Bernard, on the other hand, believes that his faith is meant to save him. He has always understood his faith through his attraction to women, which has gotten him expelled from one religious community after another. But his lack of personal discipline leads him to believe that Catholicism might be his path to order and coherence. He can use it—along with the women in his life—to discipline his otherwise erratic art.
But Frances sees through him. When he sends her the proofs of his book of poems, she writes to her friend Claire, “Although Christ is all over these poems, hidden in historical figures, alluded to, quoted, and then expanded on as a way to reach Bernard’s impressive imagery, Christ is not really in these poems. He is too on the surface of them to be actually moving within them.”
Frances and Bernard discuss faith frankly, attempt going to church together, talk about prayer and doubt and theology in rich terms, but somehow the reader knows, without anything being said, that this book does not have a pietistic bone in its body. Faith is an interlocutor. It is perhaps a ground for the two writers to walk on together. But it does not make any human dilemma easier to solve.
As Bernard falls in love with Frances and gradually compels her to love him, he also grows steadily more mentally ill. During his first manic episode, he comes into a church where Frances is praying. He announces loudly, “Today is the day of Frances Reardon, orphaned child of Brigid’s isle, patron saint of frigid knees. Of unmet wishes, of idées fixes, of withering eyes, of docile guise.” Soon after, he begins to throw prayer books at other parishioners.
Frances writes in the aftermath:
Maybe you should leave off the Augustine and turn again to Kierkegaard and Dostoevsky. Those two writers I think come closest to giving us the best modern articulation of what it means to struggle with what we have been charged with.
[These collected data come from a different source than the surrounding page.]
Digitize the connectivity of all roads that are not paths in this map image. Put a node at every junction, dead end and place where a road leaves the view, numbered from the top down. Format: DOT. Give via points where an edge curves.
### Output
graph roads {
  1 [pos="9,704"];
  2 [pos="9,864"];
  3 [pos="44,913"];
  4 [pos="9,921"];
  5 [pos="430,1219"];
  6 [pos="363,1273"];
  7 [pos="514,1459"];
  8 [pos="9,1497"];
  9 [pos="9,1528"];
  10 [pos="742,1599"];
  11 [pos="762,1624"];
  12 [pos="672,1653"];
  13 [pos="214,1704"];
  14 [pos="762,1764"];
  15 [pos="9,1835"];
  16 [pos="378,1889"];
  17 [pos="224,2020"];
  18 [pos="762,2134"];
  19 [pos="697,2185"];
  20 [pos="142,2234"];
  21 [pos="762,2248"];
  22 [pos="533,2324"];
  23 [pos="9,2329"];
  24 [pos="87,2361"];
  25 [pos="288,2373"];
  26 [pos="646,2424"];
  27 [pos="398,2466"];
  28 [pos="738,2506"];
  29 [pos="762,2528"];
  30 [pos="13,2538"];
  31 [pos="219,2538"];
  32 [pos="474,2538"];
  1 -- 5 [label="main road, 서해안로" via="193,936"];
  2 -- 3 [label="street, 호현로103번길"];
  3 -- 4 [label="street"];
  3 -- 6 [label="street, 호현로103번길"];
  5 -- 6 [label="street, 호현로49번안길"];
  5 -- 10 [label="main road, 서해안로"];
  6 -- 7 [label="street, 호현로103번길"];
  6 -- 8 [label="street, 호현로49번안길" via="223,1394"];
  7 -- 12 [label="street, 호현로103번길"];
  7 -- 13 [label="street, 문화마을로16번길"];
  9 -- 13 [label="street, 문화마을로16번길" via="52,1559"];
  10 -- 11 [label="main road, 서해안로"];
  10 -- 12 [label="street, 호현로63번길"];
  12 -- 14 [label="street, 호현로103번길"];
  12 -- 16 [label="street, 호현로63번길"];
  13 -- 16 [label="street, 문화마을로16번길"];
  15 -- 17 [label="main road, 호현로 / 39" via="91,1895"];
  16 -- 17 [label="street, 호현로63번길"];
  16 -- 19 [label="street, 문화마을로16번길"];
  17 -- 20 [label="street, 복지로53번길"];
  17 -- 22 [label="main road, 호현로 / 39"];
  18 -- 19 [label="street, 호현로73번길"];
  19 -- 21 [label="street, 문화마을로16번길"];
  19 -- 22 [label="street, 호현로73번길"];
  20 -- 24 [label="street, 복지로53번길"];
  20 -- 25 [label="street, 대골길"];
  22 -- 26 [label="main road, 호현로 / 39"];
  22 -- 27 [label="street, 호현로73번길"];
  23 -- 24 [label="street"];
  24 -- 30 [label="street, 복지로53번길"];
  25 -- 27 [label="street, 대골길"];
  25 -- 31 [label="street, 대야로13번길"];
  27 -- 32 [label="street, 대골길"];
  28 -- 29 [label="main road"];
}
They are poets of the agony that is doubt and of the burden that is conscience.
Despite the richness of its theological content—the challenges, doubts and agonies of faith—the book seeks secular solutions to religious struggles. Faith is more of an obstacle for both Bernard and Frances than it is a way forward. Romantic love and writerly ambition provide a greater sense of redemption than faith, which seems only to stir things up, create unanswerable dilemmas and cause the characters to live too much in their imaginations and not enough on the ground.
Both Bernard and Frances struggle with Simone Weil’s statement, “To accept that [people] are other than the creatures of our imagination is to imitate the renunciation of God. I am also other than what I imagine myself to be. To know this is forgiveness.” Frances and Bernard create each other as pieces of their imaginations. They also create God as pieces of their imaginations and struggle when their visions cannot meet their realities. They eventually, but perhaps not ultimately, take refuge in the more tangible presence of romantic partners and writing prizes. But the book is delightful for the questions it raises and for the perfectly rendered voices of its characters. We listen in on an intimate conversation that has implications far beyond its own boundaries.